ASSIGNMENT
Repeat the following entries exactly, excluding pictures.

Stored data
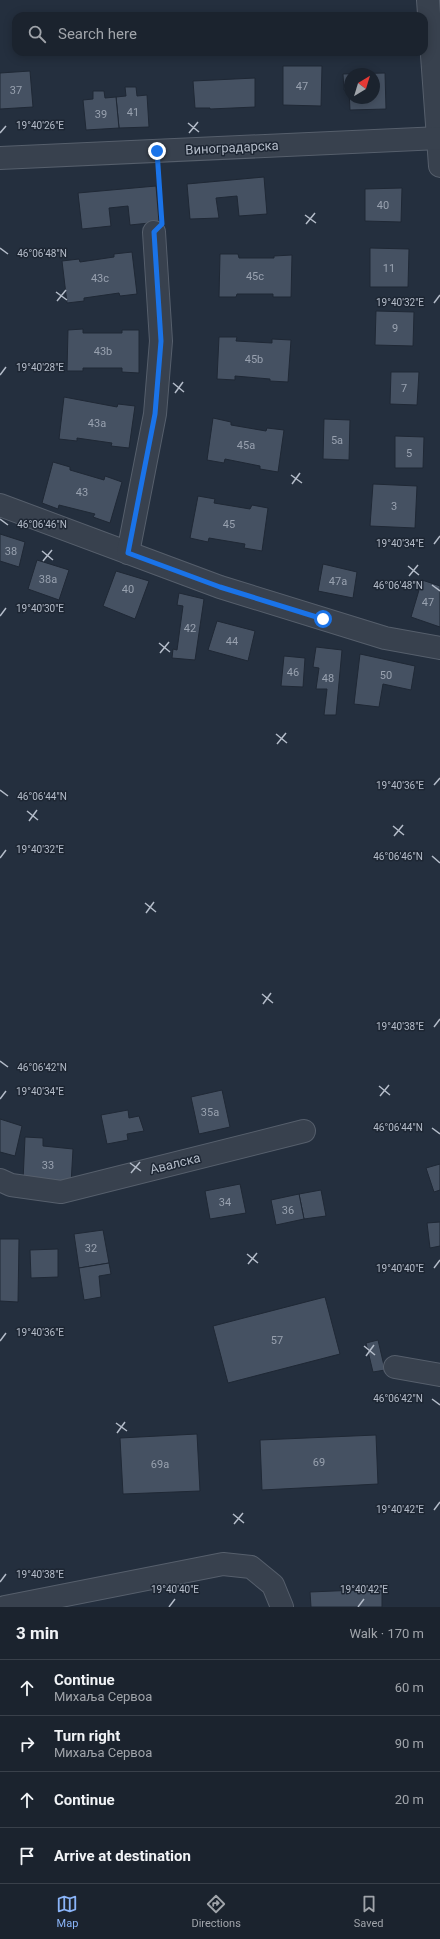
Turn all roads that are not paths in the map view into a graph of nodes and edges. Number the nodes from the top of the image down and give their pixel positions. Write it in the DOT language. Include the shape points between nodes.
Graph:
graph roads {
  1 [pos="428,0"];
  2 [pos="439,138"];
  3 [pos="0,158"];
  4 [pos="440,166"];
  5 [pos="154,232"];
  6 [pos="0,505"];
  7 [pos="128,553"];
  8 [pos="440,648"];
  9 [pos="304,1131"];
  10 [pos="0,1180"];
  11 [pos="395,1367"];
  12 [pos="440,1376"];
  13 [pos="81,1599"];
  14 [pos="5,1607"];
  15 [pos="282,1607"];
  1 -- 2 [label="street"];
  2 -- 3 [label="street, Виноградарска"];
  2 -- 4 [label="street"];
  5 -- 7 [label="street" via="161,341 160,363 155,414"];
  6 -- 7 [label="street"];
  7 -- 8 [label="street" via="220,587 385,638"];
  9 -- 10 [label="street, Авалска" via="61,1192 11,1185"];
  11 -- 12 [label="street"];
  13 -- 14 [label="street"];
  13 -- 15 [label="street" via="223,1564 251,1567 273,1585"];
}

OUTPUT BELOW
Turn all roads that are not paths in the map view into a graph of nodes and edges. Number the nodes from the top of the image down and give their pixel positions. Write it in the DOT language. Include the shape points between nodes.
Graph:
graph roads {
  1 [pos="428,0"];
  2 [pos="439,138"];
  3 [pos="0,158"];
  4 [pos="440,166"];
  5 [pos="154,232"];
  6 [pos="0,505"];
  7 [pos="128,553"];
  8 [pos="440,648"];
  9 [pos="304,1131"];
  10 [pos="0,1180"];
  11 [pos="395,1367"];
  12 [pos="440,1376"];
  13 [pos="81,1599"];
  14 [pos="5,1607"];
  15 [pos="282,1607"];
  1 -- 2 [label="street"];
  2 -- 3 [label="street, Виноградарска"];
  2 -- 4 [label="street"];
  5 -- 7 [label="street" via="161,341 160,363 155,414"];
  6 -- 7 [label="street"];
  7 -- 8 [label="street" via="220,587 385,638"];
  9 -- 10 [label="street, Авалска" via="61,1192 11,1185"];
  11 -- 12 [label="street"];
  13 -- 14 [label="street"];
  13 -- 15 [label="street" via="223,1564 251,1567 273,1585"];
}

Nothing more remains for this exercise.